Post-Newtonian Theory for Gravitational Waves
Luc Blanchet
TL;DR
This work surveys the state-of-the-art post-Newtonian framework for modeling gravitational waves from isolated sources, focusing on inspiralling compact binaries. It articulates the multipolar-post-Minkowskian (MPM) scheme merged with the PN expansion (MPM-PN), detailing how source, canonical, and radiative moments connect through matching in the near and far zones. The article presents high-order results up to 4PN for conservative dynamics and up to 4.5PN for GW flux and phase, including intricate nonlinear tail and memory effects, as well as tidal and spin contributions. It also covers the regularization of point-particle fields (Hadamard and dimensional), the 4PN tail terms, and the transition to radiative coordinates, thereby enabling accurate GW templates for detectors like LIGO/Virgo/KAGRA and future missions.
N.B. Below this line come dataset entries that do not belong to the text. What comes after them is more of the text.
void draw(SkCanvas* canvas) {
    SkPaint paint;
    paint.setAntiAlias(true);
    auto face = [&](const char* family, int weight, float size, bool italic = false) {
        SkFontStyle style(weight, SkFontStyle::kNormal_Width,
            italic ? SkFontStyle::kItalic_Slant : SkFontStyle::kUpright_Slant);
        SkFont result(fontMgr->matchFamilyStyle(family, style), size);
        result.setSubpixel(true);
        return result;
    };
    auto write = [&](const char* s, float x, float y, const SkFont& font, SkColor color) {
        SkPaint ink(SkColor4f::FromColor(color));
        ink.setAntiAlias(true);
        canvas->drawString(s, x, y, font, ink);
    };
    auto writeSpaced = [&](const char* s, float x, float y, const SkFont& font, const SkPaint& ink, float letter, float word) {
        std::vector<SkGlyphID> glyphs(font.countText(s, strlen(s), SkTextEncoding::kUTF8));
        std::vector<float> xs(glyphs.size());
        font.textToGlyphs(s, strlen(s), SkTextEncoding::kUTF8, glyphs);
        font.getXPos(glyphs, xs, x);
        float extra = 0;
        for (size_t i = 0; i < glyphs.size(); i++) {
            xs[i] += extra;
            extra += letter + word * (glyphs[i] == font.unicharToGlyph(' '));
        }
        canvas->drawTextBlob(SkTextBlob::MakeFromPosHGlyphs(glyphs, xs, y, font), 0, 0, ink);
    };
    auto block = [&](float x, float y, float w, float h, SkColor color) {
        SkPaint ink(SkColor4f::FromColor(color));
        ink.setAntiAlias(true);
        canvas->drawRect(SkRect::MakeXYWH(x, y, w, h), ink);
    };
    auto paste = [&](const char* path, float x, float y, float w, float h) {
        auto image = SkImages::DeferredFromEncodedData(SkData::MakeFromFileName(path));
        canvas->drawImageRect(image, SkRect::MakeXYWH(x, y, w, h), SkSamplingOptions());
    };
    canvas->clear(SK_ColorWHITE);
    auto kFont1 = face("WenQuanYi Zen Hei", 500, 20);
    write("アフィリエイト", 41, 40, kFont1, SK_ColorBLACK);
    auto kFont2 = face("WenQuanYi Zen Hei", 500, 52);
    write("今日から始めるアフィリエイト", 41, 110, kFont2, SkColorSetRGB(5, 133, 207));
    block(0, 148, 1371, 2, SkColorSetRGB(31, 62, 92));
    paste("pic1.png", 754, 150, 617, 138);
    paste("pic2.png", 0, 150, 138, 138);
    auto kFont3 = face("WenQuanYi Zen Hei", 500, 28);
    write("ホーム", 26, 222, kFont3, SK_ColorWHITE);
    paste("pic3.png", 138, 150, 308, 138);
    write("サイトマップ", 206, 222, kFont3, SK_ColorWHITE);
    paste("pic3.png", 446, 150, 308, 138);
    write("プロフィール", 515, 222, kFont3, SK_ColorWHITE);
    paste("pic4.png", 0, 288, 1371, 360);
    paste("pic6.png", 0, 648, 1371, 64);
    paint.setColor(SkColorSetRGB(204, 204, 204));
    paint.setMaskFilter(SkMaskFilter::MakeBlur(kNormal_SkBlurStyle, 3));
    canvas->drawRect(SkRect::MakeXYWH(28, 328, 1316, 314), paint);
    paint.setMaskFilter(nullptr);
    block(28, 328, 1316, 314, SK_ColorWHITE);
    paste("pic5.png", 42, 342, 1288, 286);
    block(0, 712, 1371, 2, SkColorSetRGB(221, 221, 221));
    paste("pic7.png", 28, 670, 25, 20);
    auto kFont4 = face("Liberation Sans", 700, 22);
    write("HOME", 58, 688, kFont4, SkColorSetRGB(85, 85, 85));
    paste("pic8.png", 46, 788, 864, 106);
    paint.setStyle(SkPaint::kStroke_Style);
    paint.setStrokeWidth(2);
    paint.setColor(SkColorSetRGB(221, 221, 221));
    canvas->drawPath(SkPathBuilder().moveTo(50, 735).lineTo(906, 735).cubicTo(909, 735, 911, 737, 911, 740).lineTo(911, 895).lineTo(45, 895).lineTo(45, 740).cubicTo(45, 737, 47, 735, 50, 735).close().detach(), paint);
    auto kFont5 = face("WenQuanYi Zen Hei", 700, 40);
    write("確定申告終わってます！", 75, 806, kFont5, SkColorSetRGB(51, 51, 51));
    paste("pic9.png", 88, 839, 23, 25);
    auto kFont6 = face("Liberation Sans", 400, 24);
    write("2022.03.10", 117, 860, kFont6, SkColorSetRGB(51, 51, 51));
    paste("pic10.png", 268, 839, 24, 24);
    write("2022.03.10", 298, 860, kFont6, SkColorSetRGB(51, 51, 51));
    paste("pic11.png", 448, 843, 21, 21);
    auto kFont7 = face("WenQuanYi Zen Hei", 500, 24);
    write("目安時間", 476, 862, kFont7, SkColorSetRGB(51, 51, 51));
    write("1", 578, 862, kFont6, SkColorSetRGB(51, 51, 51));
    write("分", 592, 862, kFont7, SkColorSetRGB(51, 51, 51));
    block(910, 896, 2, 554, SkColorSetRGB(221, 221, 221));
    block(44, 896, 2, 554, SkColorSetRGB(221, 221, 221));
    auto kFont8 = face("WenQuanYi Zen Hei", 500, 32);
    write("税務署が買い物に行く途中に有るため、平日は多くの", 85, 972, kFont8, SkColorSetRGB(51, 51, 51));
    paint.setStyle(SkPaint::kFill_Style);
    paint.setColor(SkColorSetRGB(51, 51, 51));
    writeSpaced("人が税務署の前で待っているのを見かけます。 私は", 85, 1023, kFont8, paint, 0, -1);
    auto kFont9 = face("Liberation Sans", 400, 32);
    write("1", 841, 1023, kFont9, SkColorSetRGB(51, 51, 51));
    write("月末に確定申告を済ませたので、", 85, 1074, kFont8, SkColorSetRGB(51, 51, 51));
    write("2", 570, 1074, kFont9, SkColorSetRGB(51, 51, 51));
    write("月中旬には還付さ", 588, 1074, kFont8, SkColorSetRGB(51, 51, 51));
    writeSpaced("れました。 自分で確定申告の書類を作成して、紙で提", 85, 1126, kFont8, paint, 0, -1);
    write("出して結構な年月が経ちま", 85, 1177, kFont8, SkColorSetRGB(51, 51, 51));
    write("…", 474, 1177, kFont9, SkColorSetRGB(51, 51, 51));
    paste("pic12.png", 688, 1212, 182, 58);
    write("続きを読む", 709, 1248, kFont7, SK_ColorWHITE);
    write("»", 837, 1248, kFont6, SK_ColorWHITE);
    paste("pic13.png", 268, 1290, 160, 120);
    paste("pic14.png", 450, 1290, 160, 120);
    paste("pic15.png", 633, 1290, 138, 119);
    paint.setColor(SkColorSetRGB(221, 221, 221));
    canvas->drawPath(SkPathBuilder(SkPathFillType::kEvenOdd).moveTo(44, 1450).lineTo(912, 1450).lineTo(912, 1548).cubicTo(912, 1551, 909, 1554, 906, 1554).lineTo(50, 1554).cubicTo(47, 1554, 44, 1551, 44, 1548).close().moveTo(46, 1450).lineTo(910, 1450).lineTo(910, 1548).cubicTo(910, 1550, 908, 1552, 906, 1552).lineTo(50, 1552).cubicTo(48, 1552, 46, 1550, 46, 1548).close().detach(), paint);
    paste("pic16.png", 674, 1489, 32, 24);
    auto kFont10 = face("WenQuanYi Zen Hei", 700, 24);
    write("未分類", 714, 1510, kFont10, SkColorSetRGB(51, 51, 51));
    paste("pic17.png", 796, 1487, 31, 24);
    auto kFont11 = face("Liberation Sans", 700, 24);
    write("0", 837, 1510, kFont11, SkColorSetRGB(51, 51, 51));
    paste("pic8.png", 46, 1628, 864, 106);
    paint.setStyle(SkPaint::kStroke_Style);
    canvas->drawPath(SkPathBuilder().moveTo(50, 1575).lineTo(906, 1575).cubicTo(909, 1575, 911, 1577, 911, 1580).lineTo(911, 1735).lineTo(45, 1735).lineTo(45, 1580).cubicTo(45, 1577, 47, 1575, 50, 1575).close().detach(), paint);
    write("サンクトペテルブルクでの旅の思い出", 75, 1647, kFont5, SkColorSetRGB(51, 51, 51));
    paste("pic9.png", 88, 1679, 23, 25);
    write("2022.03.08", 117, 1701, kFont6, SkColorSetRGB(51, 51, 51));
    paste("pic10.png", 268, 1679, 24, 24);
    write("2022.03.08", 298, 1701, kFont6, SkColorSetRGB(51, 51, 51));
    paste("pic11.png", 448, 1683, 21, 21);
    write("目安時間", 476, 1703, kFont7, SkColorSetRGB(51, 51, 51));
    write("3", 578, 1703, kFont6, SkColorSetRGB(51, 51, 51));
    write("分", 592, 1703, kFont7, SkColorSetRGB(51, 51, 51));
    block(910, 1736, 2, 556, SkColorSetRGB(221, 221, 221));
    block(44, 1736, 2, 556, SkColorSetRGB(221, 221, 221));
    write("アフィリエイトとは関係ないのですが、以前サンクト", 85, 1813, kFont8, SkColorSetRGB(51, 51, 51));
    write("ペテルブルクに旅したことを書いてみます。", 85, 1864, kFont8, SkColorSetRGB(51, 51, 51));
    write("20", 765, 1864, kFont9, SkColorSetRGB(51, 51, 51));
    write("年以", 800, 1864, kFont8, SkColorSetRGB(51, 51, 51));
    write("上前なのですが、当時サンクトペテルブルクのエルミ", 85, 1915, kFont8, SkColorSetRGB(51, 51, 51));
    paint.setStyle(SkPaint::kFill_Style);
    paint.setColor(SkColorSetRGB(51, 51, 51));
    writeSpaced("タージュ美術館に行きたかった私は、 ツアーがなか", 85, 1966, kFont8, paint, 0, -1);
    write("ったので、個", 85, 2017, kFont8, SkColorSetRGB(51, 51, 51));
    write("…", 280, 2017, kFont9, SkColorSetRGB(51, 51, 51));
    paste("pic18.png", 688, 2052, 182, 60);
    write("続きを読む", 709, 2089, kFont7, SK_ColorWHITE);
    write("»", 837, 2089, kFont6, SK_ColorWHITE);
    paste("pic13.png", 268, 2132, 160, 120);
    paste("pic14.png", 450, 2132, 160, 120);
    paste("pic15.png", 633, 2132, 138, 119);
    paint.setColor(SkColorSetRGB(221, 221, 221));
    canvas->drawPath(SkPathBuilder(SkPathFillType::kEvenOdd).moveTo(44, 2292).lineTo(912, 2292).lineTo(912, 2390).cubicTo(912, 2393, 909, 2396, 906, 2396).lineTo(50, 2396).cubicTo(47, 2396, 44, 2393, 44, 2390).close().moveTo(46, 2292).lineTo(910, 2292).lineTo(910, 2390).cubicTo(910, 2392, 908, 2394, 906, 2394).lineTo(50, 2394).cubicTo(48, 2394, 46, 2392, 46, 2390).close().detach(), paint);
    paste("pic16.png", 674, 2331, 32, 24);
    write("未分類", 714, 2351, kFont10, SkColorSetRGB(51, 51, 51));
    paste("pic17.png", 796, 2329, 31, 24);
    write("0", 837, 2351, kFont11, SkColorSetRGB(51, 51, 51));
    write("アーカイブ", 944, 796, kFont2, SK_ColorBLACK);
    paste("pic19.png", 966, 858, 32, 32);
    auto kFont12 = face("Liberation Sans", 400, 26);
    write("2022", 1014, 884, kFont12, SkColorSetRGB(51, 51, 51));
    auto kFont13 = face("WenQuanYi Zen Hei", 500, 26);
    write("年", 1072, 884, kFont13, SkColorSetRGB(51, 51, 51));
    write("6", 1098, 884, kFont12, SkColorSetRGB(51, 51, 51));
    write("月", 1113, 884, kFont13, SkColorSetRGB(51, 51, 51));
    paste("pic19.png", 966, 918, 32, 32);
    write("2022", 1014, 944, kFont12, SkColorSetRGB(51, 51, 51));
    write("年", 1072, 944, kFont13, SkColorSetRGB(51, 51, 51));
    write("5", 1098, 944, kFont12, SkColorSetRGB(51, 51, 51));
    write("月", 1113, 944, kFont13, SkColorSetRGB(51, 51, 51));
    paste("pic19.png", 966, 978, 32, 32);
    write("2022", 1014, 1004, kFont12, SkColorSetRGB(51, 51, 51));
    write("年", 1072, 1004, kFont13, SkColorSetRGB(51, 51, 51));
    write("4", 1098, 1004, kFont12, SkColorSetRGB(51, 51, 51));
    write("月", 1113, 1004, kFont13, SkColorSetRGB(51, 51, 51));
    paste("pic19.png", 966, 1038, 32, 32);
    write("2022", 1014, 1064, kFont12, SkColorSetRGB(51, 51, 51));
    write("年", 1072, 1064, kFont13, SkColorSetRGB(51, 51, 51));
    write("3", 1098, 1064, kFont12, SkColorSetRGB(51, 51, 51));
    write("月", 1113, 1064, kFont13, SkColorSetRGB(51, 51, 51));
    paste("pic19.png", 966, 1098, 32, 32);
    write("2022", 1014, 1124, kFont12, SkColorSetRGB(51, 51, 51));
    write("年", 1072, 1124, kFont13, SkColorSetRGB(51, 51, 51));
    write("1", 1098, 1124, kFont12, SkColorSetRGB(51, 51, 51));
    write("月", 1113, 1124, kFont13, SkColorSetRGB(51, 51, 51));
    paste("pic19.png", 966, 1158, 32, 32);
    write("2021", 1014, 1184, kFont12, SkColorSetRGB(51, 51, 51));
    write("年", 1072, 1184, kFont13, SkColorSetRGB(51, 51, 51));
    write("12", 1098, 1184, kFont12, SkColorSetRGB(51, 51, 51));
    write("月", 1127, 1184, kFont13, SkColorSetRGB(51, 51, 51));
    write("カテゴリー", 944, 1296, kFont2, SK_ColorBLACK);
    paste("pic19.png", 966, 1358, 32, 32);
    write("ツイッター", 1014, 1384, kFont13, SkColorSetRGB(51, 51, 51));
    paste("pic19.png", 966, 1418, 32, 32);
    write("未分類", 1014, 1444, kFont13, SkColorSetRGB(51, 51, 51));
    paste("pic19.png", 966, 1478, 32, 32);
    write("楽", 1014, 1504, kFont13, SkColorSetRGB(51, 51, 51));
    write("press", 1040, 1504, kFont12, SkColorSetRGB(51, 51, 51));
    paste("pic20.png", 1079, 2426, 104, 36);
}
The framework provides a rigorous foundation for waveform generation, energy flux, and the orbital evolution of compact binaries, forming a cornerstone for GW data analysis and tests of general relativity.
Abstract
To be observed and analyzed by the network of current gravitational wave detectors (LIGO, Virgo, KAGRA), and in anticipation of future third generation ground based (Einstein Telescope, Cosmic Explorer) and space borne (LISA) detectors, inspiralling compact binaries -- binary star systems composed of neutron stars and/or black holes in their late stage of evolution prior the final coalescence -- require high-accuracy predictions from general relativity. The orbital dynamics and emitted gravitational waves of these very relativistic systems can be accurately modelled using state-of-the-art post-Newtonian theory. In this article we review the Multipolar-Post-Minkowskian approximation scheme, merged to the standard Post-Newtonian expansion into a single formalism valid for general isolated matter system. This cocktail of approximation methods (called MPM-PN) has been successfully applied to compact binary systems, producing equations of motion up to the fourth-post-Newtonian (4PN) level, and gravitational waveform and flux to 4.5PN order beyond the Einstein quadrupole formula. We describe the dimensional regularization at work in such high post-Newtonian calculations, for curing both ultra-violet and infra-red divergences. Several landmark results are detailed: the definition of multipole moments, the gravitational radiation reaction, the conservative dynamics of circular orbits, the first law of compact binary mechanics, and the non-linear effects in the gravitational wave propagation (tails, iterated tails and non-linear memory). We also discuss the case of compact binaries moving on eccentric orbits, and the effects of spins (both spin-orbit and spin-spin) on the equations of motion and gravitational wave energy flux and waveform.